Fortunately, the foreach statement uses duck typing to perform the enumeration on the collection—and the foreach statement is really the common case of using any enumerator at all. This means that in the following fragment, the public MyOtherCollection.GetEnumerator method is called, and the generated code uses the enumerator struct directly, and not through an interface reference:
MyOtherCollection collection = new MyOtherCollection();
foreach (int i in collection)
{
Console.WriteLine(i);
}
Roughly equivalent to:
var enumerator = collection.GetEnumerator();
while (enumerator.MoveNext())
{
int i = enumerator.Current;
Console.WriteLine(i);
}
That’s why there are no method calls through an interface here—the “var” is MyOtherCollection.MyEnumerator and not IEnumerator<int>! Moreover—and this is the critical point—if the enumerator implementation were to go through the same hoops of implementing the interface explicitly and at the same time providing public methods that do the same thing, then the MoveNext and get_Current method calls would also be direct calls (not through an interface reference), and therefore could be inlined. Obviously, the only chance of ever achieving performance with a foreach block over a collection that is comparable to that of a built-in array is if the collection accessors are inlined. And it’s very simple, indeed:
public struct MyEnumerator : IEnumerator<int>
{
public bool MoveNext()
{
//Actual implementation here
}
bool IEnumerator.MoveNext()
{
return MoveNext();
}
void IEnumerator.Reset()
{
throw new NotImplementedException();
}
public int Current
{
get { /* Actual implementation here */ }
}
object IEnumerator.Current
{
get { return Current; }
}
}
Now, if the caller is working with a variable of type MyEnumerator, they would access the critical methods directly, without an interface call, allowing for inlining to take place (not to mention that the integer will not be boxed when returning from the get_Current call). Still, if someone insists on using an interface to perform the enumeration, we implement our part of the contract using explicit interface implementation.

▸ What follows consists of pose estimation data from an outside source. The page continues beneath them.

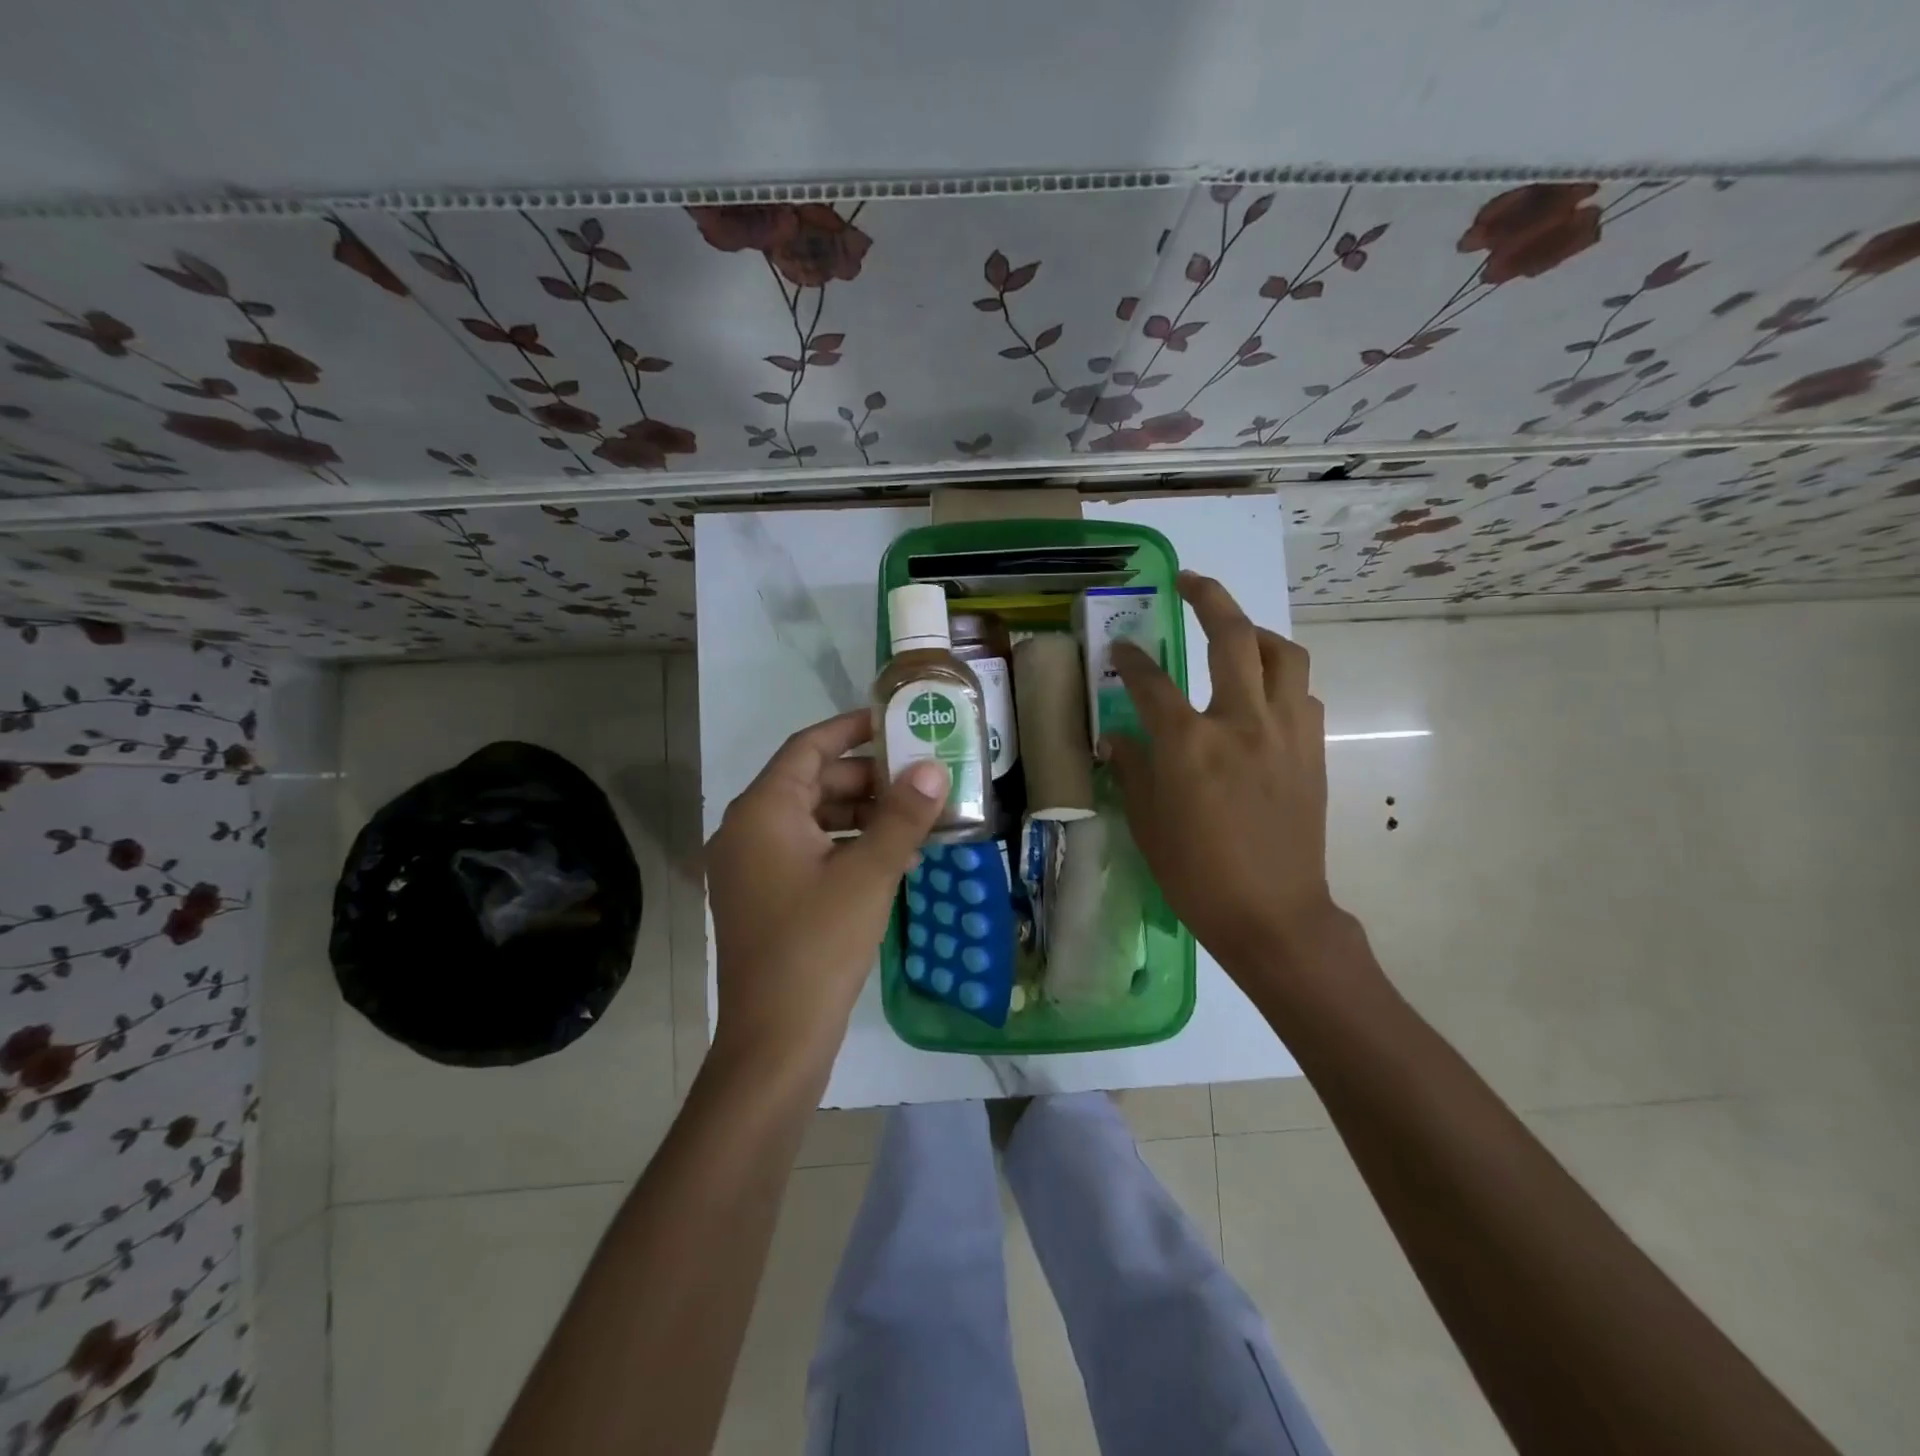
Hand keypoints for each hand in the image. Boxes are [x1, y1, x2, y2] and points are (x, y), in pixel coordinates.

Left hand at [706, 710, 947, 1076]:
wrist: (775, 1040)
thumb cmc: (819, 945)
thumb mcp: (869, 874)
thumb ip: (902, 816)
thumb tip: (933, 768)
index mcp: (762, 811)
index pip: (808, 747)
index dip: (851, 729)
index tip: (892, 721)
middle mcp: (747, 830)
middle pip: (811, 783)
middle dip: (867, 779)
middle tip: (918, 778)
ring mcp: (752, 868)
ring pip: (812, 821)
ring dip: (862, 816)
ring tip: (915, 820)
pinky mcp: (763, 898)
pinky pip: (807, 853)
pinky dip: (846, 848)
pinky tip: (892, 860)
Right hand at [1101, 572, 1339, 976]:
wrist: (1273, 914)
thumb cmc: (1197, 875)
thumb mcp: (1147, 823)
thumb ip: (1131, 768)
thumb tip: (1115, 737)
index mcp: (1190, 744)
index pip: (1152, 681)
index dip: (1131, 658)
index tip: (1121, 648)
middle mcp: (1241, 722)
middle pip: (1231, 636)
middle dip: (1208, 597)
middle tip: (1190, 581)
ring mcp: (1285, 731)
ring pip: (1282, 654)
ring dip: (1256, 633)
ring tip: (1236, 636)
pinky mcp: (1312, 748)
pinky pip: (1301, 693)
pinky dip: (1280, 679)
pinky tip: (1262, 696)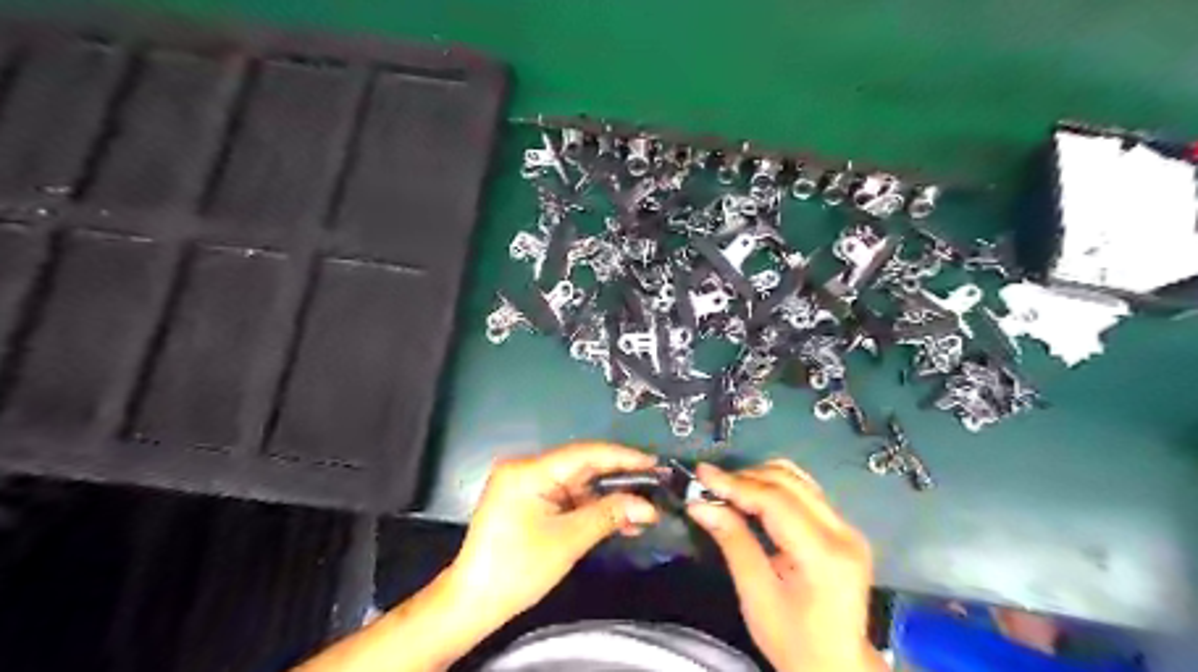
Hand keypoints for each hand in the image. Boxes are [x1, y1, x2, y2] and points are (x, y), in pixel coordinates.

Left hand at [445, 443, 658, 627]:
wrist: (474, 602)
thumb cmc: (517, 568)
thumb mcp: (567, 541)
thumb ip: (608, 515)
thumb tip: (648, 506)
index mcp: (529, 470)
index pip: (584, 454)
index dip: (622, 457)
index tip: (654, 463)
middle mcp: (528, 469)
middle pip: (583, 467)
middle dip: (619, 480)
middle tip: (655, 487)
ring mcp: (529, 485)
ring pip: (579, 484)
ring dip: (609, 499)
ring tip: (644, 511)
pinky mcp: (531, 502)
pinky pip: (569, 498)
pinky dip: (592, 509)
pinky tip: (619, 521)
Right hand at [684, 458, 887, 671]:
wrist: (837, 667)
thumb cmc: (793, 640)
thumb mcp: (756, 596)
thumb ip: (732, 542)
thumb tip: (699, 504)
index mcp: (824, 554)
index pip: (776, 501)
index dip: (736, 484)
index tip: (701, 474)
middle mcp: (843, 532)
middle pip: (788, 482)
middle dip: (744, 477)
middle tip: (708, 482)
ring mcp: (847, 528)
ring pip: (798, 480)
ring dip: (759, 478)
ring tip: (726, 489)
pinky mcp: (843, 529)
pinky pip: (805, 492)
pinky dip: (774, 487)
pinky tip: (751, 496)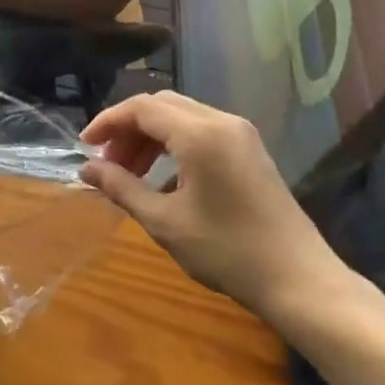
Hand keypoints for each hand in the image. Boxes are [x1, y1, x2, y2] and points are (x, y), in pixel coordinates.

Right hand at [79, 90, 350, 320]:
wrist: (299, 279)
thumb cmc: (227, 252)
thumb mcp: (165, 222)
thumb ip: (122, 189)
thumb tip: (86, 169)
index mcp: (199, 134)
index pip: (142, 108)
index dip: (108, 122)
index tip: (85, 147)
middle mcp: (221, 121)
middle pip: (162, 105)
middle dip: (128, 128)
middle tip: (107, 163)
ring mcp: (241, 133)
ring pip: (182, 116)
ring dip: (151, 136)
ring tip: (130, 173)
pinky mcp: (250, 149)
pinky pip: (202, 130)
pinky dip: (174, 144)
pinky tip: (165, 179)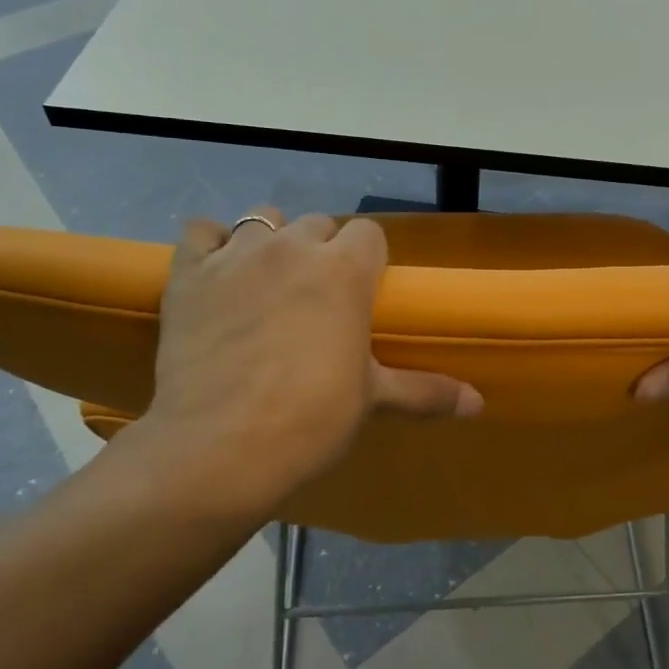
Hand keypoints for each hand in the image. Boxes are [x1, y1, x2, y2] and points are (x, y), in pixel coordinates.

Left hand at [102, 210, 480, 524]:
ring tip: (267, 282)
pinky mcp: (189, 273)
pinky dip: (210, 245)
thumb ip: (426, 392)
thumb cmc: (310, 420)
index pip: (368, 233)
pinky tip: (216, 273)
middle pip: (317, 224)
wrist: (220, 448)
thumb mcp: (372, 400)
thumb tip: (480, 404)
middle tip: (315, 298)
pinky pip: (200, 232)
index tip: (361, 292)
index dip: (367, 259)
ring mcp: (236, 256)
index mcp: (344, 270)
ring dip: (270, 242)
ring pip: (261, 220)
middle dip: (321, 251)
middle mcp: (292, 247)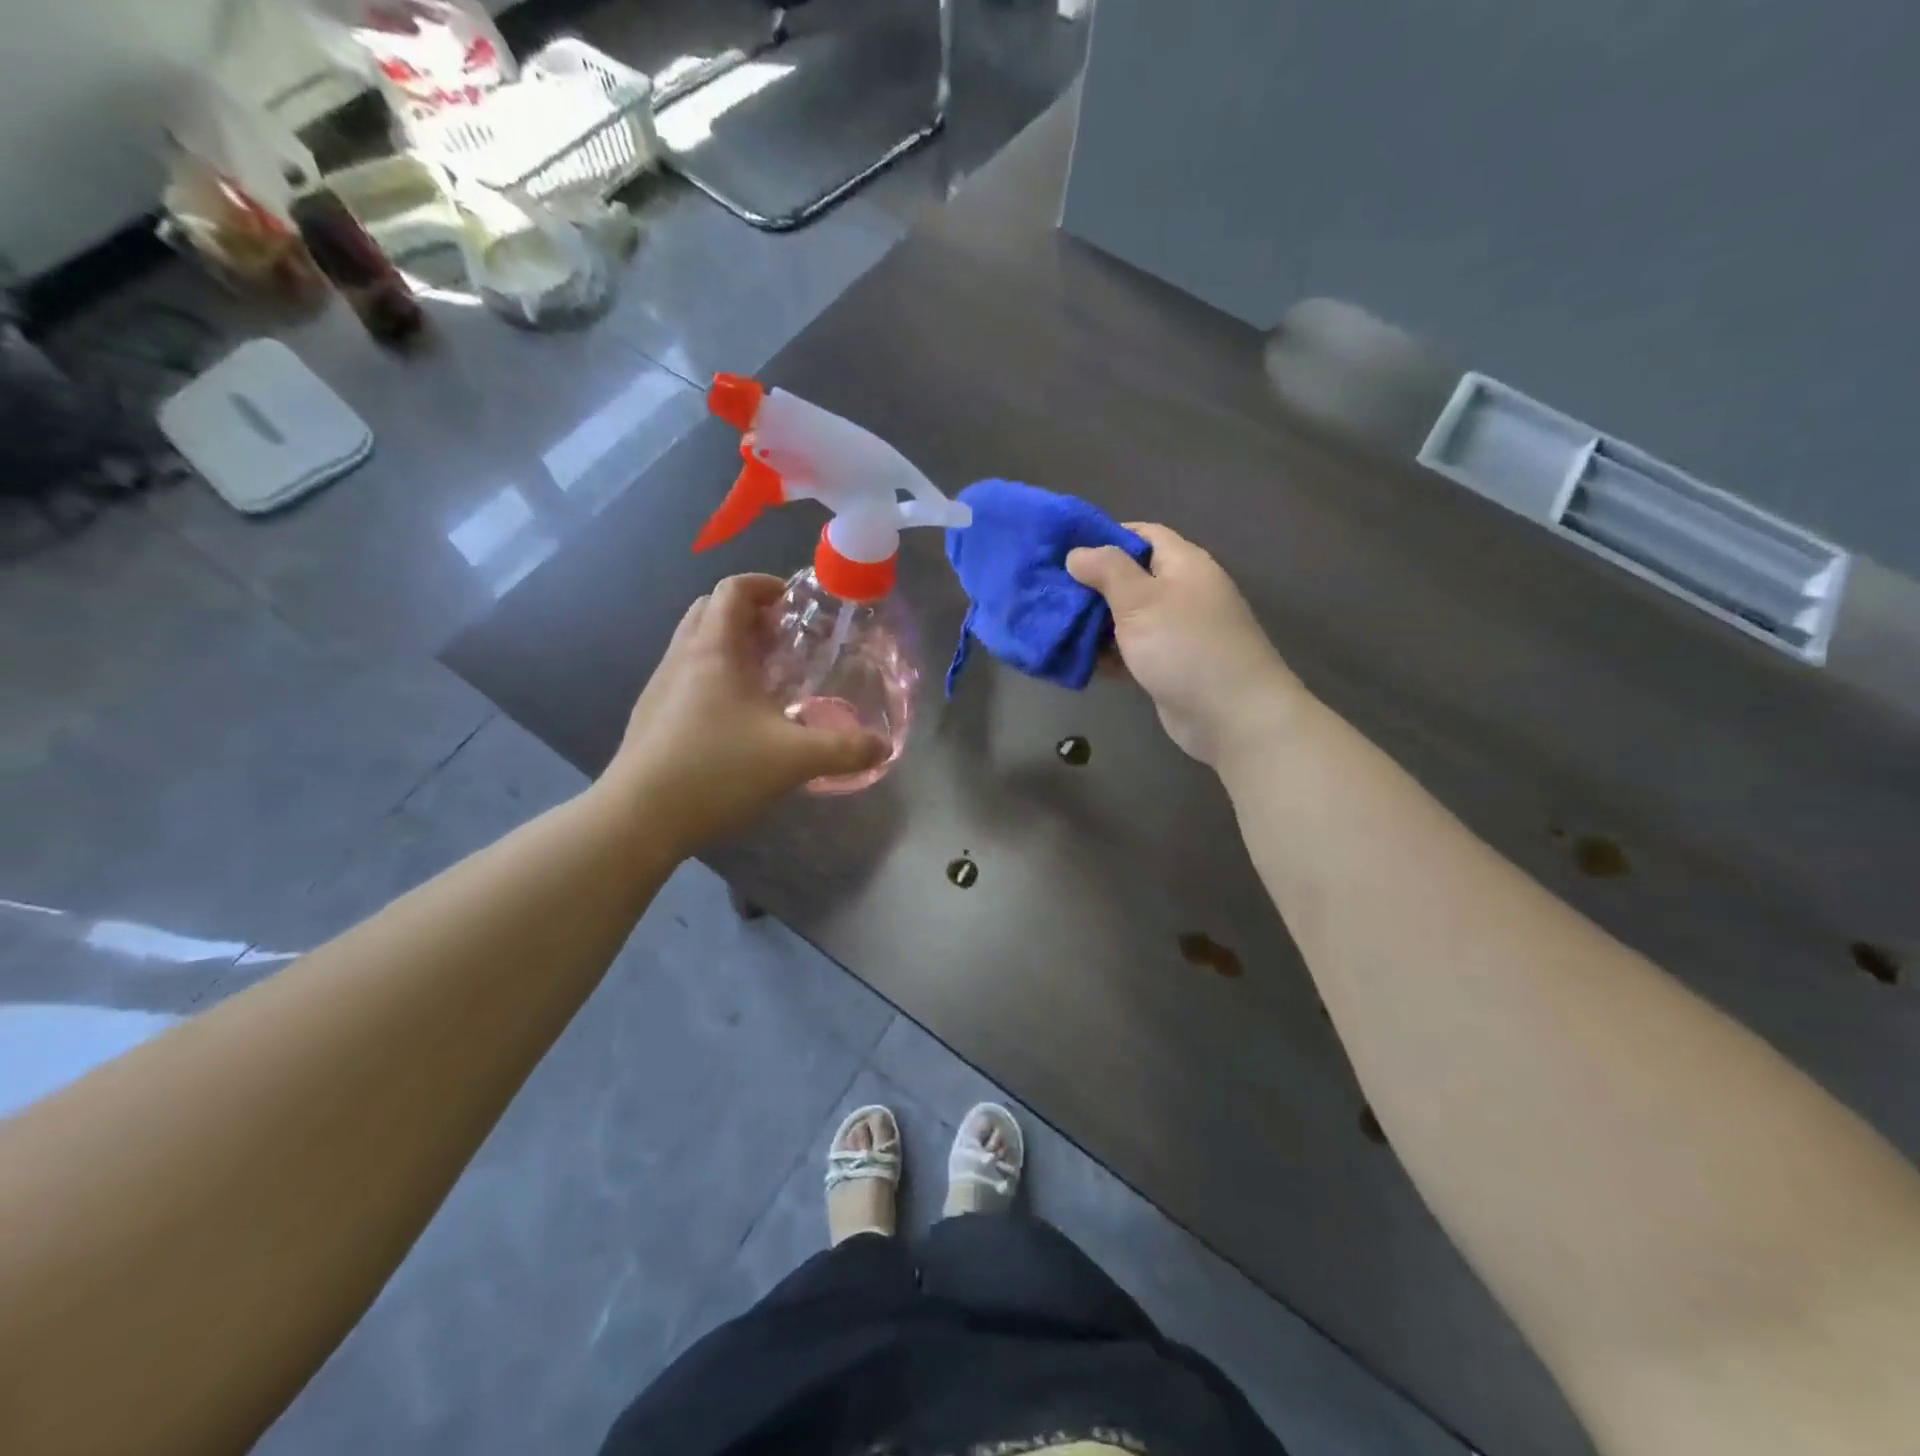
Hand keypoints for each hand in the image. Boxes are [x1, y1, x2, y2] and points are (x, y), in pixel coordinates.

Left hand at [602, 575, 886, 852]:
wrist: (637, 819)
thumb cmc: (716, 771)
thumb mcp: (793, 759)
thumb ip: (844, 749)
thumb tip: (884, 747)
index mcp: (713, 650)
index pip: (733, 589)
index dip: (765, 585)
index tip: (794, 603)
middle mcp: (681, 657)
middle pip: (709, 610)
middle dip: (748, 614)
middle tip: (783, 640)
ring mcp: (659, 687)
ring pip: (694, 644)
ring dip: (729, 646)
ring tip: (765, 679)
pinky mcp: (650, 716)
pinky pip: (685, 676)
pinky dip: (713, 677)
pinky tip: (736, 719)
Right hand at [1068, 523, 1304, 766]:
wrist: (1231, 715)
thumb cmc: (1184, 646)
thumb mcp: (1140, 600)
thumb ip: (1107, 571)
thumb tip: (1077, 552)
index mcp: (1183, 564)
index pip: (1143, 535)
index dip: (1104, 538)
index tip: (1065, 551)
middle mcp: (1182, 592)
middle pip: (1131, 578)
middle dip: (1092, 586)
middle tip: (1050, 594)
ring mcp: (1177, 631)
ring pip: (1127, 618)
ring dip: (1095, 624)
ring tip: (1055, 627)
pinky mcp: (1169, 665)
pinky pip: (1132, 650)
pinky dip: (1108, 653)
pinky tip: (1078, 660)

Finally, why bother with the value types? The probable reason is to avoid object allocations. Allocating a value type and returning it is significantly cheaper than allocating a heap object and reclaiming it later. Although this is not the critical performance improvement here (the explicit implementation trick is the crucial part), it’s still worthwhile.
Is it worthwhile, though, to introduce a mutable value type, which is a big no-no by all accounts, for this performance gain? I think it is. If the enumerator type were commonly used on its own, I wouldn’t agree—but this particular enumerator type is used, 99.99% of the time, in a foreach statement, where the developer is not exposed at all to its existence.
I think that implementing a mutable value type that’s invisible in the vast majority of development scenarios and that provides a non-negligible performance gain is an acceptable compromise.